- [Problem statement] Please repeat exactly the lines below from the one containing "position:relative; width:1892px; height:1375px;" down to the one containing "filter:drop-shadow(2px 0 #675f54)", both included, and nothing else.

[Stored data]
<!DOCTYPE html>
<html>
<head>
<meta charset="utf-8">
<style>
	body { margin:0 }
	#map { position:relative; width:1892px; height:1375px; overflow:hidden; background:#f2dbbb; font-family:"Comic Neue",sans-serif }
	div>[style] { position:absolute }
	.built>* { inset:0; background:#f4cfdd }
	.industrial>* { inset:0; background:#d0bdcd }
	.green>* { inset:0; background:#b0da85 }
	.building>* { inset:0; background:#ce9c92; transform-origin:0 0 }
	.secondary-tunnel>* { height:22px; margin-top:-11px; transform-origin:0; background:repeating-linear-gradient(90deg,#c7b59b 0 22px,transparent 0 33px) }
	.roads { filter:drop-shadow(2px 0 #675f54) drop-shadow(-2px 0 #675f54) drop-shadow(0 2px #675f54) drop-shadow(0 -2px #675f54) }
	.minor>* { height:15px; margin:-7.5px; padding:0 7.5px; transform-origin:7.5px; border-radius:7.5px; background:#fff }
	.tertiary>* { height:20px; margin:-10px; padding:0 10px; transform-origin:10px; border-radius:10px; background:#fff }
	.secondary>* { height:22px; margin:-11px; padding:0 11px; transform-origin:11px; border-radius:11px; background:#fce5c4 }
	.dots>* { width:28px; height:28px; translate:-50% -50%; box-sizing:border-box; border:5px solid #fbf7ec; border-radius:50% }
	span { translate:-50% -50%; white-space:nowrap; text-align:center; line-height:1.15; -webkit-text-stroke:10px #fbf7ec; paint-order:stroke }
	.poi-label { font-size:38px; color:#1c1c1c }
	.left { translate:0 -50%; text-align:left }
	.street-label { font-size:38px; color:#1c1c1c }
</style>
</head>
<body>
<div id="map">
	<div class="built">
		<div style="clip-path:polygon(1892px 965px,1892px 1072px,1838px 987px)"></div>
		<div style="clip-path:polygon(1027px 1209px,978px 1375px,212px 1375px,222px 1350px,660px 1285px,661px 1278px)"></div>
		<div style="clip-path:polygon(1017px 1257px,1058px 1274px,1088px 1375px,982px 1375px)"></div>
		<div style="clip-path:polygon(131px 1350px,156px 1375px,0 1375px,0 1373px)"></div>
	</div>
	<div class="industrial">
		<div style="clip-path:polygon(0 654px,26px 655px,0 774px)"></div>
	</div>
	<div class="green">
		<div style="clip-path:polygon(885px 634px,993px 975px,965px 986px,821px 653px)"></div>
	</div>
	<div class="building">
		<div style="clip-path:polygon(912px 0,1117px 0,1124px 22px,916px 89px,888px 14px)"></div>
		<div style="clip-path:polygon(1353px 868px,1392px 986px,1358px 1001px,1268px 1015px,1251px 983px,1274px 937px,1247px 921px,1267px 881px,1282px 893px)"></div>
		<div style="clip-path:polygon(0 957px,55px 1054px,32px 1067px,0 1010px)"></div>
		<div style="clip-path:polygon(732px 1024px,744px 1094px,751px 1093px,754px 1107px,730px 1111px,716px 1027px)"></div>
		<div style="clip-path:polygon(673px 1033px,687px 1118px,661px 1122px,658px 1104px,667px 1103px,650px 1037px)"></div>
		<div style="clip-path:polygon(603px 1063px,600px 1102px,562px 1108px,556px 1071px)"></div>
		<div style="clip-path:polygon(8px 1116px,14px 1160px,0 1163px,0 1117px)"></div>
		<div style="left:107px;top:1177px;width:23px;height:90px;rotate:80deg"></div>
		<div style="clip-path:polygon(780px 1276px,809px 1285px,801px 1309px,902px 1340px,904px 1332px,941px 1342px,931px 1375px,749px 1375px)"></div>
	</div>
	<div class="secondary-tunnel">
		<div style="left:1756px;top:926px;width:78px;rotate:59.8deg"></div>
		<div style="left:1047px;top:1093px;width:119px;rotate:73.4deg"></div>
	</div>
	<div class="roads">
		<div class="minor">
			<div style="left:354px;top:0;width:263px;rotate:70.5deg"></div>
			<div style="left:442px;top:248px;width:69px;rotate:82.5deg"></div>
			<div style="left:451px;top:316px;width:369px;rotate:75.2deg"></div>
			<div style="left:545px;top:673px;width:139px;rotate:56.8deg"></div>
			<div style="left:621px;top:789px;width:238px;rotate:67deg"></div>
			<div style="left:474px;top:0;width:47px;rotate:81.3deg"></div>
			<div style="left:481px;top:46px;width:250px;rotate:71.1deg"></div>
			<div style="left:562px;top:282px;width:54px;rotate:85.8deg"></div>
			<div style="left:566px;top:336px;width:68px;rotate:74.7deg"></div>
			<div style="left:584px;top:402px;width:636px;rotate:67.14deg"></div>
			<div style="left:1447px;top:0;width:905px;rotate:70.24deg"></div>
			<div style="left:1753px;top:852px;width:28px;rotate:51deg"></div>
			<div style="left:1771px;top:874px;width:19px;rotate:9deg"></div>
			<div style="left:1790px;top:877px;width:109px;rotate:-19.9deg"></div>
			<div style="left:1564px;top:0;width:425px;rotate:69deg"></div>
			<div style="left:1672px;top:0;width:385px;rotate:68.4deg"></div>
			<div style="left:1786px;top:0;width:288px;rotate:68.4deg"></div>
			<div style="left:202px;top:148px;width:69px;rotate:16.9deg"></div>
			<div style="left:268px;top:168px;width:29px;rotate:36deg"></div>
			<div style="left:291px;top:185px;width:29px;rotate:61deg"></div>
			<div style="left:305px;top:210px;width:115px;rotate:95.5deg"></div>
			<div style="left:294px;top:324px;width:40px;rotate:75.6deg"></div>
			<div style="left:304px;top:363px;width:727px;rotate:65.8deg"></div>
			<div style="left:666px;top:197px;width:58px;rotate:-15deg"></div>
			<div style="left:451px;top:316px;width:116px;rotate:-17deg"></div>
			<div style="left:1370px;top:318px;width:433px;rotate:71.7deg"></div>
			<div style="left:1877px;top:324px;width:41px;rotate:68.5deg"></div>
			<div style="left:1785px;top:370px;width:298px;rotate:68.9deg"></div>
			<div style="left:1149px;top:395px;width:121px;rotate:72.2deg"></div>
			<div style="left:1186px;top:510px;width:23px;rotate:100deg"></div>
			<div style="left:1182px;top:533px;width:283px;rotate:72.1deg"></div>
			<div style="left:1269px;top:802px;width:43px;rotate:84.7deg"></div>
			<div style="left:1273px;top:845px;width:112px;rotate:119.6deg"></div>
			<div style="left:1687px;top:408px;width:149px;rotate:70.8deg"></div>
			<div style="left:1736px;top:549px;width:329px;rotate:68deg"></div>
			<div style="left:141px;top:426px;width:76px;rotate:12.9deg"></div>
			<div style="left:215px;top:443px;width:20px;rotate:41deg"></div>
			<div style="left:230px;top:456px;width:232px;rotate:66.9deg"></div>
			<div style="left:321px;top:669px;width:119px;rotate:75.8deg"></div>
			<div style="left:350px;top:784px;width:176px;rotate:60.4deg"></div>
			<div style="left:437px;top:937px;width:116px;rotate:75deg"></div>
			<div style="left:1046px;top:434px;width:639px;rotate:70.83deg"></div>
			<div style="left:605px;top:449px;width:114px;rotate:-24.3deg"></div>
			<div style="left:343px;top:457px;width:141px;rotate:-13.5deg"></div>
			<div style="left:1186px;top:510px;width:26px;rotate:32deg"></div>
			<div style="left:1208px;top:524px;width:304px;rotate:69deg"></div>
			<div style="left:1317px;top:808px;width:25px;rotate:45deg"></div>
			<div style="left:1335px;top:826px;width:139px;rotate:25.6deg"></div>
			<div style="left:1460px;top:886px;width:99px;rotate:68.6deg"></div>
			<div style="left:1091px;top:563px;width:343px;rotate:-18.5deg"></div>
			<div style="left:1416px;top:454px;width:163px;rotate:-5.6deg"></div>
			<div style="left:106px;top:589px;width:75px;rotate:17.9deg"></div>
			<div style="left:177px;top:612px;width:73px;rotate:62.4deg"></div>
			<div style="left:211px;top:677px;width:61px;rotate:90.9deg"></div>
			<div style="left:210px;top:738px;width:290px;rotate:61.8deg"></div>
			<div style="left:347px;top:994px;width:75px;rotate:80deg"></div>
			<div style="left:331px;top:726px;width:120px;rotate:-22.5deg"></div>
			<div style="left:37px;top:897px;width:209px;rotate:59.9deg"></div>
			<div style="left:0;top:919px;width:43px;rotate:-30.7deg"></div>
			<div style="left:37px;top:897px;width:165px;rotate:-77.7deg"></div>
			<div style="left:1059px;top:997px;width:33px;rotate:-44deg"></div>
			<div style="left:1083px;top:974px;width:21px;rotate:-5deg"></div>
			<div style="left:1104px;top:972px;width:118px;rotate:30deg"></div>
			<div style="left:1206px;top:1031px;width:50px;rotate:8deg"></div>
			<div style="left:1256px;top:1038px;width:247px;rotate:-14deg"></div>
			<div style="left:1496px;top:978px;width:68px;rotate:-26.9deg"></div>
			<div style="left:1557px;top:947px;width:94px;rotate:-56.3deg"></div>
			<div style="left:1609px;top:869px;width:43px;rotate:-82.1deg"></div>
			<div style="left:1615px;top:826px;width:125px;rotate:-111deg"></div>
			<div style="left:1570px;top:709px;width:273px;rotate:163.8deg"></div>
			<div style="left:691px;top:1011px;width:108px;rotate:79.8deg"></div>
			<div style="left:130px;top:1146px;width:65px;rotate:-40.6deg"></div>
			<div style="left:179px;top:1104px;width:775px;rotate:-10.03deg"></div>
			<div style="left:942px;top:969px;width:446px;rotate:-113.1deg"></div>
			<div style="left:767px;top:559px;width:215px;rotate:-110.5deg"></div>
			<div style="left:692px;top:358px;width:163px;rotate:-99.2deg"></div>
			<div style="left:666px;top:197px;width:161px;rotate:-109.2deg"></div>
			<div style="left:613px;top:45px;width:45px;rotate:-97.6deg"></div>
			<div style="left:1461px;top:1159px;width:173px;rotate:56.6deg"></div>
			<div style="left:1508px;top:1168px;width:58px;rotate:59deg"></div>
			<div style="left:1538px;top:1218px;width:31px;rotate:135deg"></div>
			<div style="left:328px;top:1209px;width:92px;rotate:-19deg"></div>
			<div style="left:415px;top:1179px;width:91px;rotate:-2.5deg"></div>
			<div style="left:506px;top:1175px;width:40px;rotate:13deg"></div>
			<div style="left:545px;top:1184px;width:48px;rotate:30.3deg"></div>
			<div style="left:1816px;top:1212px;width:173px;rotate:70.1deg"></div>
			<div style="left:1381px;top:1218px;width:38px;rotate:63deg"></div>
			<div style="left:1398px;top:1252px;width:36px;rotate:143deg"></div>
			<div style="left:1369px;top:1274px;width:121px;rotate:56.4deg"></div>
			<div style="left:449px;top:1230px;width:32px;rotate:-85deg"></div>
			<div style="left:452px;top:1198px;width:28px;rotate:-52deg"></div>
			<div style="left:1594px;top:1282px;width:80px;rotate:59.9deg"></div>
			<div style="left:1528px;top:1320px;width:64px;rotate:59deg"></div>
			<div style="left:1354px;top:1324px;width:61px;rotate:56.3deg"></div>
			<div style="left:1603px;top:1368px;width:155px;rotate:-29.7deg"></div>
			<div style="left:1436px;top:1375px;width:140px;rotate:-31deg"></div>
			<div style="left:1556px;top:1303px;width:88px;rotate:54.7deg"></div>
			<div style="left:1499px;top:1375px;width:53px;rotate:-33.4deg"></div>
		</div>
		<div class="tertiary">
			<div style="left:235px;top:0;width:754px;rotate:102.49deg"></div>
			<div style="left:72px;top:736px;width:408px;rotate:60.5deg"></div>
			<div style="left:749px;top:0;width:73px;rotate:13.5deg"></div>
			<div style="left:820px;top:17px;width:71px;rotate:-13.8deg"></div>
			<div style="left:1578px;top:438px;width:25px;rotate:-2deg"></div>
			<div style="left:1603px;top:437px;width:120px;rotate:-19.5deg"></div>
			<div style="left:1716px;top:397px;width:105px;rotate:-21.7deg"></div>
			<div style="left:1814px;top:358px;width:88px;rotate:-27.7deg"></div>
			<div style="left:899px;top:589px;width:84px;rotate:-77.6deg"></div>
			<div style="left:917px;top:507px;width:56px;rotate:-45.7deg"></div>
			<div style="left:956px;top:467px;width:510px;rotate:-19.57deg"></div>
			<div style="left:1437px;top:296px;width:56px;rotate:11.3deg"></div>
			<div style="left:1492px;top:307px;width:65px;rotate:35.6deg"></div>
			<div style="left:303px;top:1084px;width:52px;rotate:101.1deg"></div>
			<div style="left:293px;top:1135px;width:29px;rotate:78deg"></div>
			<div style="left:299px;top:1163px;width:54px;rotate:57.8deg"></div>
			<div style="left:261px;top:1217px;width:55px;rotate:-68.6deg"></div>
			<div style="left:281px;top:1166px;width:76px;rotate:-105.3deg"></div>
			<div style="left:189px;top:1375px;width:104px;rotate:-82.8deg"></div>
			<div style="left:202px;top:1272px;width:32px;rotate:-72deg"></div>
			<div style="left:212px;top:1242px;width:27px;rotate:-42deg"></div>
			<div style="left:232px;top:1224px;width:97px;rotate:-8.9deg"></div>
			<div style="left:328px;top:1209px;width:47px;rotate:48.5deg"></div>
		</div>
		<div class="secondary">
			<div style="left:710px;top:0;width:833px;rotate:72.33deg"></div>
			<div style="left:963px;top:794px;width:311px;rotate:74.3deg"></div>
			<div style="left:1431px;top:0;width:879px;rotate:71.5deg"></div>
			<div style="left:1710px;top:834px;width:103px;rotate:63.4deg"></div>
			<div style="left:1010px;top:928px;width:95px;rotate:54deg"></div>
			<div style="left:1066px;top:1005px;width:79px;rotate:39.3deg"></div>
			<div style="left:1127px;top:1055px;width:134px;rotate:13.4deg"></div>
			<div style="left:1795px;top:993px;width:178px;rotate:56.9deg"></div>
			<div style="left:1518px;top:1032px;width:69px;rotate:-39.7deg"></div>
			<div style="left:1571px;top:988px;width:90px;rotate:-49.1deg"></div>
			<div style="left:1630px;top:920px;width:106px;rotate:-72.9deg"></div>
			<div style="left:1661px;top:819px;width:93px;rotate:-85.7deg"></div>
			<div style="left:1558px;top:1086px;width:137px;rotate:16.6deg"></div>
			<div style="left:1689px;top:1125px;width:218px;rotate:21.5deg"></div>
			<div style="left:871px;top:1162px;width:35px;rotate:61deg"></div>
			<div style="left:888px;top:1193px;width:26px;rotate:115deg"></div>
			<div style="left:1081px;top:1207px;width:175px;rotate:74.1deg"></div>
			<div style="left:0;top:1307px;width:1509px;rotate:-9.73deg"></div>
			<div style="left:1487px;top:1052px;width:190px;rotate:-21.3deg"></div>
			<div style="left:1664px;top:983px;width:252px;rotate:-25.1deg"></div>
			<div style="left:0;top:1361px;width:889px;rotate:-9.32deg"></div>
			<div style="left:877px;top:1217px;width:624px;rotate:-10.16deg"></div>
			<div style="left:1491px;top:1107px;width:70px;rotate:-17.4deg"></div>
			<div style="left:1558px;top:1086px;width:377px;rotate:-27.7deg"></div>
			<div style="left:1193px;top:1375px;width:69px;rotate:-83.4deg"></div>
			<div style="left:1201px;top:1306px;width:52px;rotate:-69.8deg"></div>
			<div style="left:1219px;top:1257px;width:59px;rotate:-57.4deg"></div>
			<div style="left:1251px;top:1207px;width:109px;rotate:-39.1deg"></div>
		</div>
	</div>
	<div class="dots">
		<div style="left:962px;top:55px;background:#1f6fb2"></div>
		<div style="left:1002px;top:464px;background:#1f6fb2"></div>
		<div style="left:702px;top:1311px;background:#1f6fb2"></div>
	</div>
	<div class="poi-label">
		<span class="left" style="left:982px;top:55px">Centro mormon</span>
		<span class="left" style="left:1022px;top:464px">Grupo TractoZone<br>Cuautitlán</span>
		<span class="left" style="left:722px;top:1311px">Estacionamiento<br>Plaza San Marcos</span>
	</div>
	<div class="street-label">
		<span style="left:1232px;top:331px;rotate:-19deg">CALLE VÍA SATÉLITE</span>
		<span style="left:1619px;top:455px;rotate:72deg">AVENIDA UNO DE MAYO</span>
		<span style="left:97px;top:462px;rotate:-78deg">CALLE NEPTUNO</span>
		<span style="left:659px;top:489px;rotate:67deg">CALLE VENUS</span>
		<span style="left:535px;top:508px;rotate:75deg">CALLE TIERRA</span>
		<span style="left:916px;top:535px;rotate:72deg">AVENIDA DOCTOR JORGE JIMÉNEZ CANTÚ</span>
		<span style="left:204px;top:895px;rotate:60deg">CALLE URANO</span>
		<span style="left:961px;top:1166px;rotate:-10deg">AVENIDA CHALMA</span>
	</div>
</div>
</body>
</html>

- [Answer]
	#map { position:relative; width:1892px; height:1375px; overflow:hidden; background:#f2dbbb; font-family:"Comic Neue",sans-serif }
	div>[style] { position:absolute }
	.built>* { inset:0; background:#f4cfdd }
	.industrial>* { inset:0; background:#d0bdcd }
	.green>* { inset:0; background:#b0da85 }
	.building>* { inset:0; background:#ce9c92; transform-origin:0 0 }
	.secondary-tunnel>* { height:22px; margin-top:-11px; transform-origin:0; background:repeating-linear-gradient(90deg,#c7b59b 0 22px,transparent 0 33px) }
	.roads { filter:drop-shadow(2px 0 #675f54) drop-shadow(-2px 0 #675f54) drop-shadow(0 2px #675f54) drop-shadow(0 -2px #675f54) }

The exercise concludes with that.